Just as when it was introduced, the six-month policy continues to minimize the need to adjudicate substantial numbers of applications for extensions of stay by nonimmigrant visitors for pleasure and business. With the workload pressures facing DHS to reduce backlogs, changes likely to generate myriad additional filings and longer delays at the ports of entry should not be contemplated without strong evidence that national security would be strengthened with different visitor admission periods.
At the same time, measures that have demonstrated they can strengthen national security at ports of entry include adequate resources so that immigration inspectors have the tools necessary to make informed admissions determinations. Such resources include, but are not limited to, adequate numbers of thoroughly trained personnel, investigative support and state-of-the-art database systems that contain the necessary intelligence information.
In addition, technology at ports of entry has improved substantially. With the design and implementation of US-VISIT, vast amounts of detailed information about visitors and other classes of non-immigrants, including biometrics, are being gathered and stored. Inspectors and immigration officials have access to greater stores of information than ever before, and controls have improved significantly as a result.
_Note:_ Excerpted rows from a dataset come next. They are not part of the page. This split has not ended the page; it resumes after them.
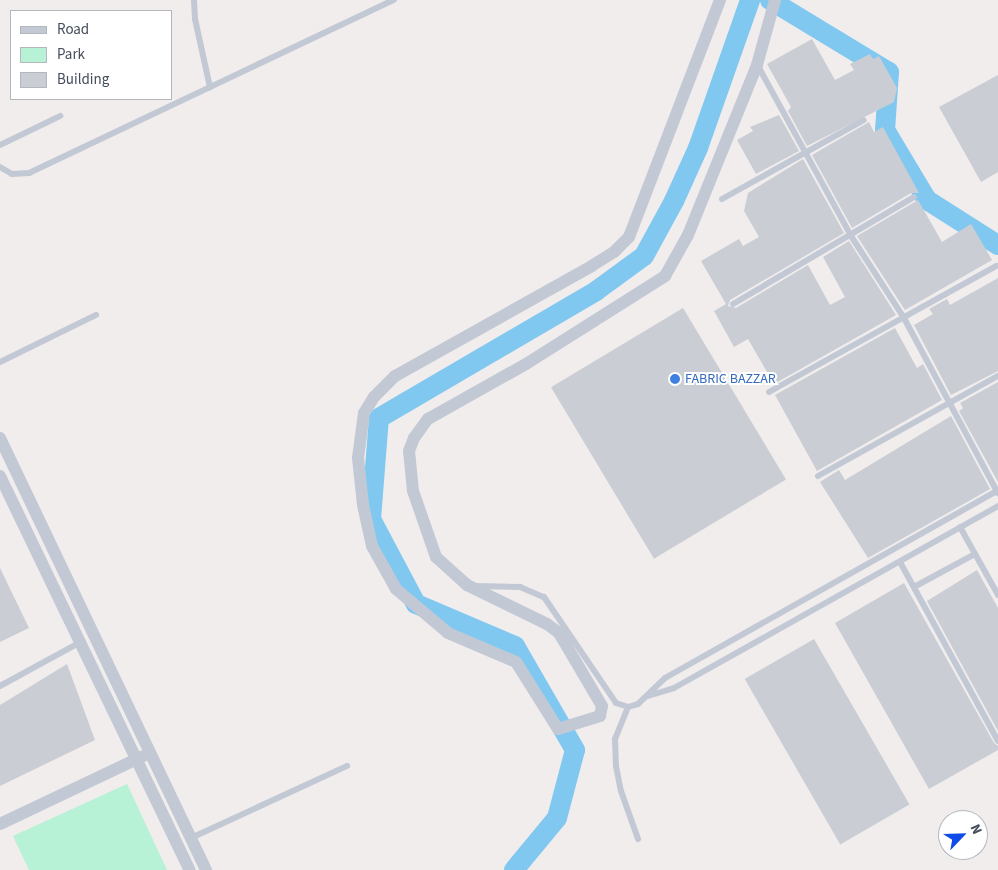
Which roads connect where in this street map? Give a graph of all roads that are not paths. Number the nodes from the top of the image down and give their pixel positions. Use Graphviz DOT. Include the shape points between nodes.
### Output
graph roads {
  1 [pos="194,0"];
  2 [pos="394,0"];
  3 [pos="720,0"];
  4 [pos="774,0"];
  5 [pos="757,65"];
  6 [pos="210,87"];
  7 [pos="60,116"];
  8 [pos="864,120"];
  9 [pos="0,145"];
  10 [pos="806,153"];
  11 [pos="0,165"];
  12 [pos="0,173"];
  13 [pos="914,197"];
  14 [pos="722,199"];
  15 [pos="851,236"];
  16 [pos="996,266"];
  17 [pos="733,304"];
  18 [pos="96,315"];
  19 [pos="904,318"];
  20 [pos="0,362"];
  21 [pos="998,376"];
  22 [pos="770,392"];
  23 [pos="948,404"];
  24 [pos="0,438"];
  25 [pos="0,476"];
  26 [pos="818,476"];
  27 [pos="998,492"];
  28 [pos="998,506"];
  29 [pos="960,528"];
  30 [pos="975,554"];
  31 [pos="900,562"];
  32 [pos="467,586"];
  33 [pos="914,587"];
  34 [pos="998,595"];
  35 [pos="79,643"];
  36 [pos="0,686"];
  37 [pos="646,696"];
  38 [pos="628,707"];
  39 [pos="998,742"];
  40 [pos="150,753"];
  41 [pos="137,759"];
  42 [pos="346,766"];
  43 [pos="0,824"];
  44 [pos="190,838"];
  45 [pos="638,839"];
  46 [pos="190,870"];
  47 [pos="206,870"];
  1 -- 6 [label="lane"];
  2 -- 6 [label="lane"];
  3 -- 32 [label="street" via="629,237 614,252 592,266 395,376 374,397 364,413 358,458 363,505 372,546 396,589 448,633 516,662 558,729 600,716 602,706 559,633 547,624"];
  4 -- 5 [label="street"];
  5 -- 10 [label="lane"];
  5 -- 32 [label="street" via="688,235 665,276 534,359 428,419 414,438 409,451 413,491 429,545 436,557"];
  6 -- 11 [label="lane" via="29,173 12,174"];
  7 -- 9 [label="lane"];
  8 -- 10 [label="lane"];
  10 -- 14 [label="lane"];
  10 -- 15 [label="lane"];
  11 -- 12 [label="lane"];
  13 -- 15 [label="lane"];
  15 -- 17 [label="lane"];
  15 -- 19 [label="lane"];
  16 -- 19 [label="lane"];
  18 -- 20 [label="lane"];
  19 -- 22 [label="lane"];
  19 -- 23 [label="lane"];
  21 -- 23 [label="lane"];
  23 -- 26 [label="lane"];
  23 -- 27 [label="lane"];
  24 -- 40 [label="street"];
  25 -- 35 [label="street"];
  27 -- 37 [label="lane" via="666,678"];
  28 -- 29 [label="lane"];
  29 -- 30 [label="lane"];
  29 -- 31 [label="lane"];
  30 -- 33 [label="lane"];
  30 -- 34 [label="lane"];
  31 -- 33 [label="lane"];
  31 -- 37 [label="lane" via="674,688"];
  32 -- 38 [label="lane" via="520,587 544,597 616,702"];
  33 -- 39 [label="lane"];
  35 -- 36 [label="lane"];
  35 -- 41 [label="street"];
  37 -- 38 [label="lane"];
  38 -- 45 [label="lane" via="615,739 616,766"];
  40 -- 41 [label="street"];
  40 -- 44 [label="street"];
  41 -- 43 [label="street"];
  41 -- 46 [label="street"];
  42 -- 44 [label="lane"];
  44 -- 47 [label="street"];
}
However, the integration of federal data bases still needs improvement; training and staffing at ports continue to be insufficient; and entry/exit controls will not be fully in place until December 2005. Analyses and strategies need to be developed that effectively use all the new tracking information to strengthen immigration enforcement and increase law enforcement and intelligence officials' understanding of possible national security threats. In the face of this unfinished agenda, it would be highly premature to change the length of admission of visitors without first fully implementing measures that have shown their anti-terrorism effectiveness and then learning whether the length of admission bears any relationship to national security vulnerabilities.